Plus d’un mois après les révélations entourant la tenue d’un mystérieux « procès fantôme », Québec nage toujours dans le flou. Le ministre de la Justice, Simon Jolin-Barrette, assure que des « vérifications internes » ont été effectuées, mais refuse de confirmer la tenue d’une enquête interne sur le rôle joué par les services juridiques québécois.

« Je peux bien mener une enquête interne, mais où, quand, comment ? Il faut avoir un début d’information pour savoir comment peut se tenir un tel procès. Il faut avoir un commencement d’information », a affirmé mardi après-midi le ministre Jolin-Barrette lors des études de crédits du ministère de la Justice à l’Assemblée nationale.

La députée du Parti québécois Véronique Hivon venait alors de demander au ministre s’il avait commandé une « enquête interne » pour faire la lumière sur le rôle joué par les services juridiques québécois lors du « procès fantôme ». Le ministre s’est limité à dire que ses fonctionnaires avaient mené des « vérifications internes » et que personne n’avait donné d’autorisation pour la tenue d’un tel procès.

Bien que le Directeur des poursuites criminelles et pénales (DPCP) n’ait pas été impliqué dans ce procès hors norme (il s’agit de la Couronne fédérale), des employés provinciaux, comme des greffiers, ont possiblement participé à ce procès inédit qui ne se serait toutefois pas tenu dans un palais de justice.

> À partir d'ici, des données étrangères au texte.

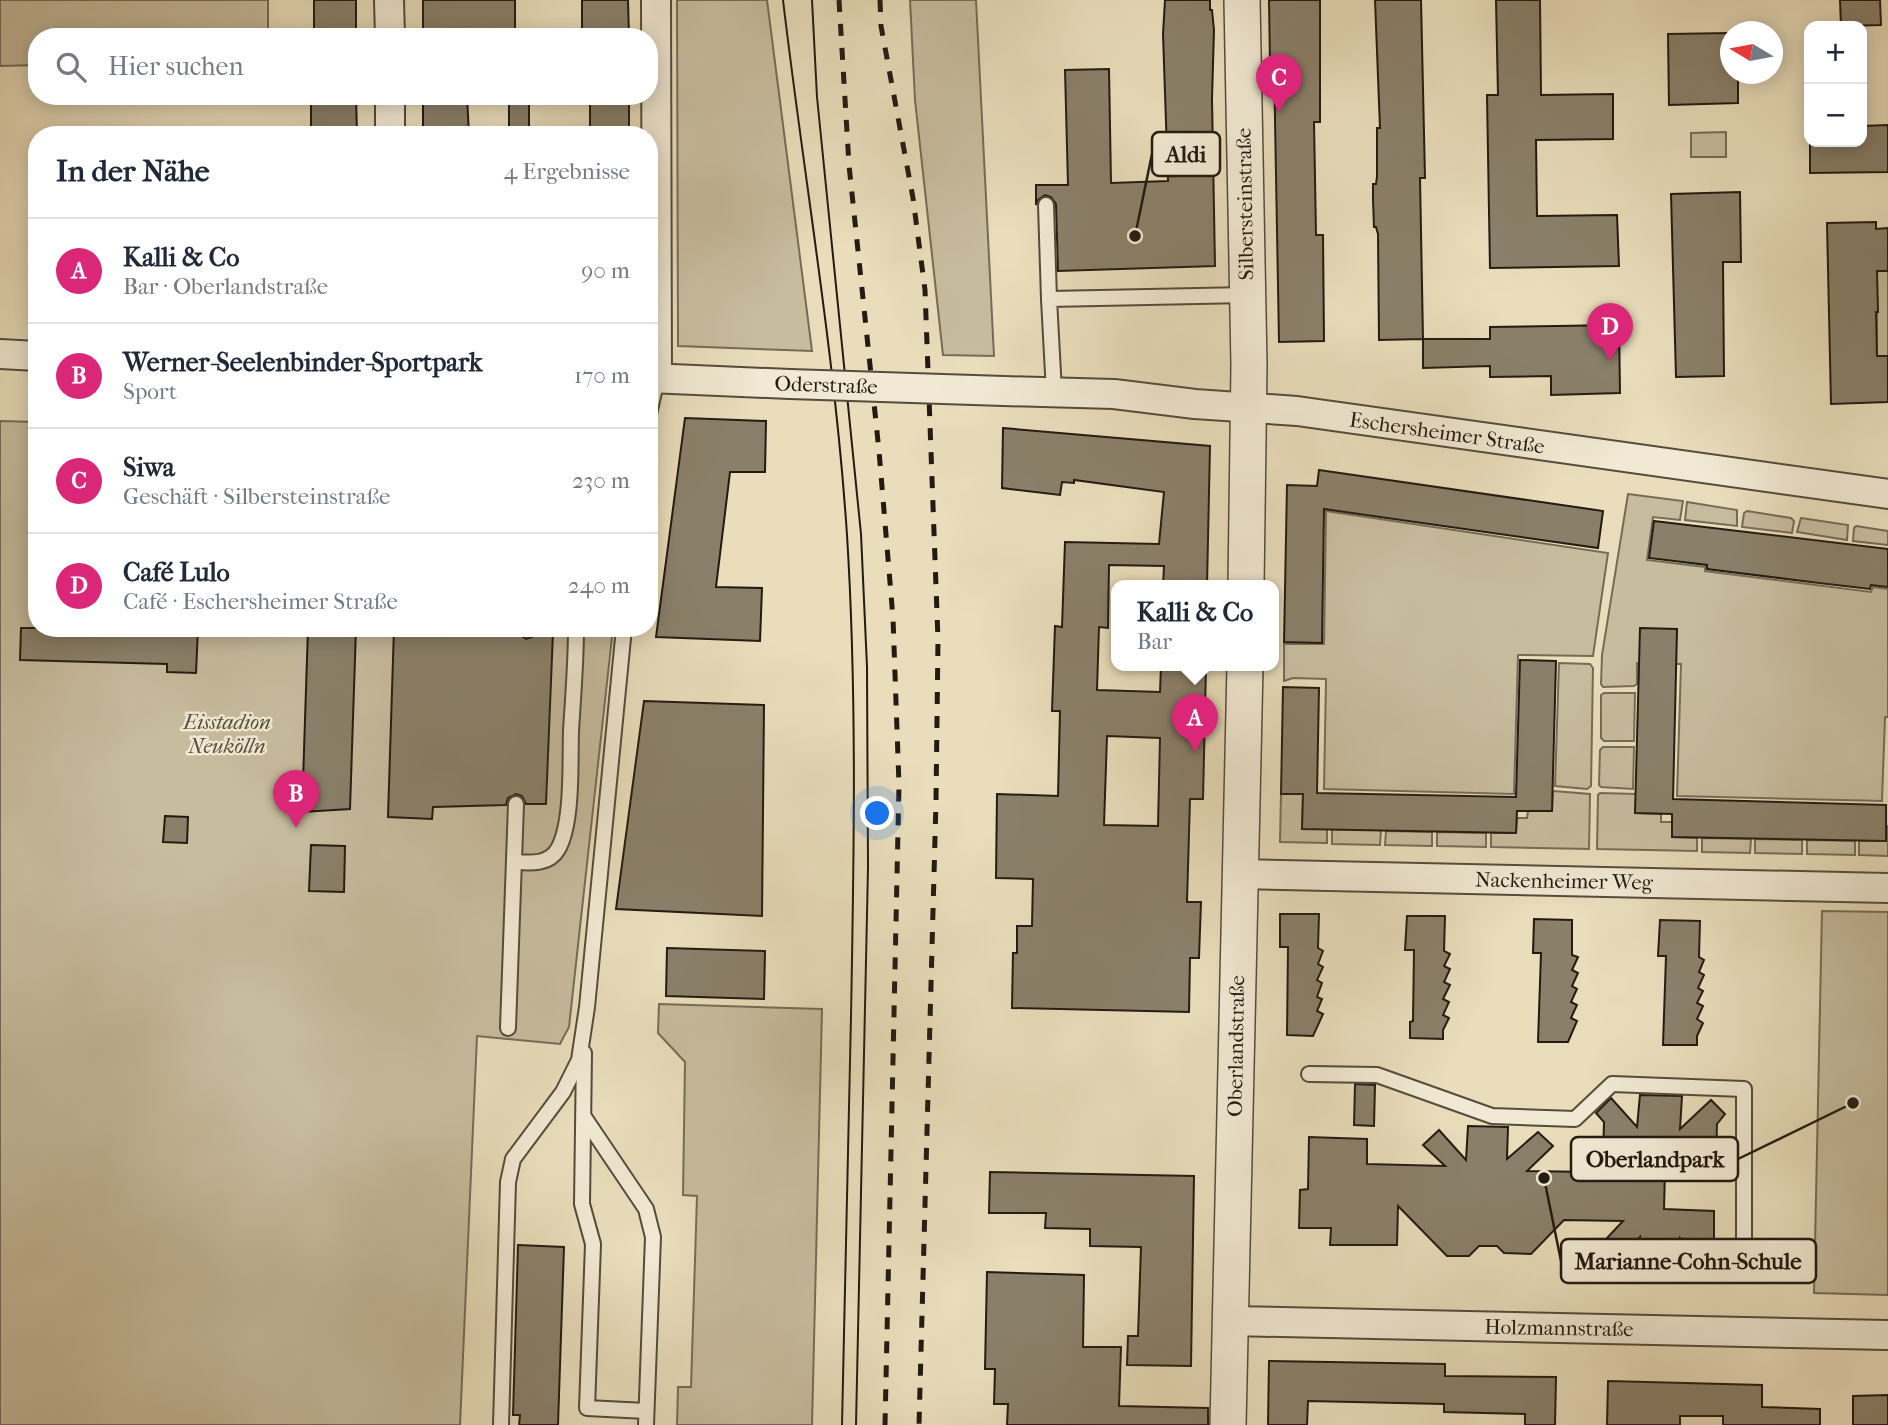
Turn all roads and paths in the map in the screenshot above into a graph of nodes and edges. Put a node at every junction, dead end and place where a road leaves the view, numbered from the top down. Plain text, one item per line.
1 (389, 0) edge
2 (656, 0) edge
3 (1242, 0) edge
4 (390, 28) edge
5 (656, 28) edge
6 (390, 105) edge
7 (655, 105) edge
8 (390, 126) edge
9 (655, 126) edge
10 (1046, 205) dead end
11 (1247, 295) junction
12 (1049, 299) junction
13 (0, 354) edge
14 (28, 356) edge
15 (658, 379) edge
16 (1004, 391) joint
17 (1055, 392) junction
18 (1249, 408) junction
19 (1888, 494) edge
20 (1246, 580) edge
21 (576, 637) edge
22 (623, 637) edge
23 (1245, 671) edge
24 (516, 804) dead end
25 (514, 862) junction
26 (1240, 874) junction
27 (1888, 888) edge
28 (508, 1028) dead end
29 (583, 1028) junction
30 (1309, 1074) dead end
31 (584, 1117) junction
32 (1744, 1242) dead end
33 (1231, 1321) junction
34 (1888, 1335) edge
35 (646, 1418) edge
36 (501, 1425) edge
37 (1228, 1425) edge

1 - 4 street
2 - 5 street
3 - 11 street, Silbersteinstraße
6 - 8 street
7 - 9 street
10 - 12 lane
11 - 12 lane
11 - 18 street, Silbersteinstraße
12 - 17 lane
13 - 14 street
15 - 16 street, Oderstraße, bridge
16 - 17 street, Eschersheimer Straße
17 - 18 street, Eschersheimer Straße
18 - 19 street, Eschersheimer Straße
18 - 20 street
21 - 25 lane
22 - 29 lane
23 - 26 street, Oberlandstraße
24 - 25 lane
25 - 28 lane
26 - 27 street, Nackenheimer Weg
26 - 33 street, Oberlandstraße
29 - 31 lane
29 - 36 lane
30 - 32 lane
31 - 35 lane
31 - 35 lane
33 - 34 street, Holzmannstraße
33 - 37 street, Oberlandstraße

« Comment les services judiciaires de son ministère ont pu voir aller un tel dossier sans qu’il y soit répertorié, sans un numéro de cour au greffe ? », a insisté la députée péquiste.

Or, le ministre Jolin-Barrette suggère que le procès a pu se dérouler sans l’implication d’aucun employé des services juridiques québécois. « C’est une possibilité », a-t-il avancé, sans donner plus de détails. La tenue d’un procès dans un tribunal québécois sans aucune participation d’employés provinciaux serait certainement du jamais vu.

L’existence de ce procès secret a été révélée par La Presse en mars dernier dans la foulée d’une décision de la Cour d’appel du Québec. De nombreuses informations de base demeurent toujours inconnues : on ne connaît ni le district judiciaire, ni le nom du juge, ni les noms des avocats impliqués. Les juges en chef des tribunaux affirment également ignorer l’identité du juge qui a piloté ce procès secret.

C’est pourquoi le ministre Simon Jolin-Barrette a demandé au Procureur général du Québec de présenter une requête à la Cour d’appel. Un consortium de médias, dont La Presse, a déposé une requête similaire qui sera entendue en juin prochain.

« Pour faire la lumière, je l’affirme : ce n’est pas normal et ça ne doit jamais réarriver qu’un dossier n‘ait pas de numéro de dossier, que le greffe ne soit pas informé, que le juge ne soit pas connu, que les procureurs ne soient pas connus aussi. La situation qui s’est produite m’apparaît inexplicable, c’est pour ça qu’on fait une requête devant la Cour d’appel », a affirmé le ministre mardi après-midi lors de l’étude des crédits.